Oftentimes, the best way to motivate oneself to achieve a goal is through visualization—imagining the prize, and keeping your eye on it. So when Thibodaux, LA, decided to promote physical activity and healthy lifestyles by opening a new, state-of-the-art Wellness Center, it opted for three 12-foot-wide video walls in the lobby to help amplify its vision of an active community.
The Thibodaux Wellness Center’s lobby features three 3x3 video walls composed of Planar Clarity Matrix MultiTouch LCD Displays.
“If you’ve been down to Louisiana, it’s not the best place in the world for healthy eating,” said Tony Shannon, president of VisionQuest, the audiovisual integrator and content provider for the project. “They’re interested in trying to promote better health in the community, and not just catching things after they’ve become a problem, but being more proactive.”
To accomplish this, Thibodaux Regional Medical Center in 2013 began work on a Wellness Center with fitness, education, and rehabilitation, as well as clinical integration with advanced diagnostic tools, health and wellness doctors, neurosurgeons, neurologists, pain doctors, endocrinologists, and more.
With an estimate of 120,000 people entering the facility per year, Greg Stock, CEO of Thibodaux Regional Medical Center, decided that the entryway needed something special to energize and motivate residents. “They wanted something that would grab your attention, pull people in, and get them interested in trying to have better health,” Shannon said.
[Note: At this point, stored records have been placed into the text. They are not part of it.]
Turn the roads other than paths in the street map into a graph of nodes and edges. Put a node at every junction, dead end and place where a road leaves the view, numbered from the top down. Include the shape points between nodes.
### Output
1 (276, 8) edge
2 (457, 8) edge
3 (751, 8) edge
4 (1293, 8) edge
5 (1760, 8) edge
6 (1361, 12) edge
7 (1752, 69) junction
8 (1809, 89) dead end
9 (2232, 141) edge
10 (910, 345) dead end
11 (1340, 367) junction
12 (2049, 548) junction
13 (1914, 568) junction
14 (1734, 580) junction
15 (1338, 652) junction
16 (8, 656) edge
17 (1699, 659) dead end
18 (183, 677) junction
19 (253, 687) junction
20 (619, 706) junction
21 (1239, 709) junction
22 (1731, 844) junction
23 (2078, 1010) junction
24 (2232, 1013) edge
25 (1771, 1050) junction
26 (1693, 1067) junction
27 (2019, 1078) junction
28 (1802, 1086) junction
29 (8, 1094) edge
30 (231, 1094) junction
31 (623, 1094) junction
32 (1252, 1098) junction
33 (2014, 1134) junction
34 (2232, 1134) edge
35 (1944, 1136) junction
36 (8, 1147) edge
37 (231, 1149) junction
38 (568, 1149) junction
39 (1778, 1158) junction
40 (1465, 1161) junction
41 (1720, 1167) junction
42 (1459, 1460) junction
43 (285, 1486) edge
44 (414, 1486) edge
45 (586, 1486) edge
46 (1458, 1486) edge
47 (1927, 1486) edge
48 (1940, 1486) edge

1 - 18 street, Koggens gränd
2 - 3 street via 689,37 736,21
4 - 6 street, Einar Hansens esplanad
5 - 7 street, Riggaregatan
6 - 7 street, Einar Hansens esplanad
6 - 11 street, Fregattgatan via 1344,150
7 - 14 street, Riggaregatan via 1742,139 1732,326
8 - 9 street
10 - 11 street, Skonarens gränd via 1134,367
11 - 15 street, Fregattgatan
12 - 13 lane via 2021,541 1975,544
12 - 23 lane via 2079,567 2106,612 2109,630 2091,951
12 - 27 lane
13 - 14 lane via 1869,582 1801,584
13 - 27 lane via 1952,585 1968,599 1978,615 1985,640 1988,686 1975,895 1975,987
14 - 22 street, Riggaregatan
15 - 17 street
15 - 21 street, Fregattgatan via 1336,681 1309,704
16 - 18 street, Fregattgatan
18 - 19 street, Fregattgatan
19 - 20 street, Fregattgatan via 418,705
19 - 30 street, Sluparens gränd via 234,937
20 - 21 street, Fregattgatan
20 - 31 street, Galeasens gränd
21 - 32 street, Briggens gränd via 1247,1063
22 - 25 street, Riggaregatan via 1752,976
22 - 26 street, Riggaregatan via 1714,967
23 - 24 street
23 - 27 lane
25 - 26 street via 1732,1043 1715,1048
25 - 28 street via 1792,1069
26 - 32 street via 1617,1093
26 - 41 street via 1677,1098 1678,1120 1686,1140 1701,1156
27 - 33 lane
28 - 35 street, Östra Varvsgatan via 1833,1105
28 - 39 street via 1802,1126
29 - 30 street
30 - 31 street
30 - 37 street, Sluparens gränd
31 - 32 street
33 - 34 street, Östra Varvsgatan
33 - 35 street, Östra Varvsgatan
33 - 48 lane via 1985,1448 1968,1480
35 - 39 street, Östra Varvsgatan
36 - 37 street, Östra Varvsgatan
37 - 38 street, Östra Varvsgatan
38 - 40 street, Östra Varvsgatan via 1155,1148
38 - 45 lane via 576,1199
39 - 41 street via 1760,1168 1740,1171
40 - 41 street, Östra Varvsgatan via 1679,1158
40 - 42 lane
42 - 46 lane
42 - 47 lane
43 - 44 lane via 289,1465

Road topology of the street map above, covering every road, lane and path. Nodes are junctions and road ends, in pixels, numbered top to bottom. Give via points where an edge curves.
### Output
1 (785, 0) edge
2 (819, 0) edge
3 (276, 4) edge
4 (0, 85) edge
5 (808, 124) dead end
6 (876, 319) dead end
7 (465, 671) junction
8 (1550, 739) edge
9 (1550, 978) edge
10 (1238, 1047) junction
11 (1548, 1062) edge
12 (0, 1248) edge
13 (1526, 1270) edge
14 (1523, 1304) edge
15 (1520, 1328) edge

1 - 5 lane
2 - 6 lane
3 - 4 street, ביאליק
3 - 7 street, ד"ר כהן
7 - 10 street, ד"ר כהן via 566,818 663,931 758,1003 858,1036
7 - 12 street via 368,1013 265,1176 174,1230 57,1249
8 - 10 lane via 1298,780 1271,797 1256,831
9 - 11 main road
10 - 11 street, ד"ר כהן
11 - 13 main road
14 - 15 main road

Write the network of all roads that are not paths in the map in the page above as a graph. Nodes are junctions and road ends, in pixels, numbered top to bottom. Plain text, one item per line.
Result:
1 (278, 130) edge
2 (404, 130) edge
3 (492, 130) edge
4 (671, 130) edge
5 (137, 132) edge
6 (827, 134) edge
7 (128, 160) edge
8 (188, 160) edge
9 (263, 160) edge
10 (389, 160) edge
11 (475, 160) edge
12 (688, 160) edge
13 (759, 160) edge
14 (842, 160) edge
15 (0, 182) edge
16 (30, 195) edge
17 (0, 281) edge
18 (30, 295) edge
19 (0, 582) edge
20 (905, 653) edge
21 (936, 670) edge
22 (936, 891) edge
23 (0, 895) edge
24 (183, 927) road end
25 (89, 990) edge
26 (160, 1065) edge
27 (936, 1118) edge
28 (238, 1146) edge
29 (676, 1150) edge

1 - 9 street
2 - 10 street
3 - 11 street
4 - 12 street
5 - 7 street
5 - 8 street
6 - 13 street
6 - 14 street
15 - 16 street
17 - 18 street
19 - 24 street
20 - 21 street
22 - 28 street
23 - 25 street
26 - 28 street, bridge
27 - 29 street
The VisionQuest team devised a solution of three 3x3 video walls made up of Planar Clarity Matrix MultiTouch LCD displays, with visuals running through Renewed Vision software from three Mac Pro computers. The walls display 4K videos and images shot and produced by VisionQuest, specifically for this project. “The images that run across the wall are things of the region,” Shannon said. “We went down there and took film crews, and we created all the content that goes on the wall.” In addition to imagery of sports and activities like running and swimming, the walls show flyover videos of local geography such as bayous and plantations, which VisionQuest used drones to capture.
The walls do far more than just captivate, though; they’re also informative resources. “On each display there’s an icon in the center that says ‘touch here to begin,’ and when you touch that, it becomes interactive,” Shannon said. “So you can learn about diabetes, or obesity—anything you might have a question about but aren’t ready to talk to a person about yet.” Augmenting the visual aspect of the touch-interactive displays are Brown Innovations Sound Domes, which hang above the walls and provide audio directly to the user below, without disturbing others in the space.
Additionally, the lobby features Renkus-Heinz speakers driven by Lab.gruppen amplification for events, “so you can plug into this thing and have a presentation with a laptop computer, or they can have a videogame tournament there, or they can watch the football game,” Shannon said. “And it’s all switched through Savant.”
Integrator VisionQuest created all the content for the displays, including interactive, informative touch programs and video of local geography shot with drones.
VisionQuest also designed and installed AV systems in two other rooms within the Wellness Center: a conference room, and a 50-plusseat theater with Digital Projection projector, Tannoy speakers, and a Da-Lite screen.
Overall, the construction of the Wellness Center took some three years to complete, and opened last fall. “The construction of the facility ran a bit long—they ran into some issues down there,” Shannon said. “And we couldn’t go in with this type of technology until the very end of a project, when it’s clean.” Instead of treating this as a problem, VisionQuest used the longer timeframe as an opportunity to spend more time on the content side—both shooting footage and perfecting the interactive aspects of the displays.
But the extra work has met with results that exceeded expectations for the Wellness Center, with membership almost doubling what management had anticipated. “Feedback has been very positive, very high,” Shannon said. “That people would spend time to go over and look at these things, and learn about the facility, learn what the rooms are, who the doctors are, what people can do there, learn about their health—that’s an important part. And I was very impressed by how Thibodaux Wellness Center and Thibodaux Medical Center are so involved in their community, doing a phenomenal job there reaching out to people.”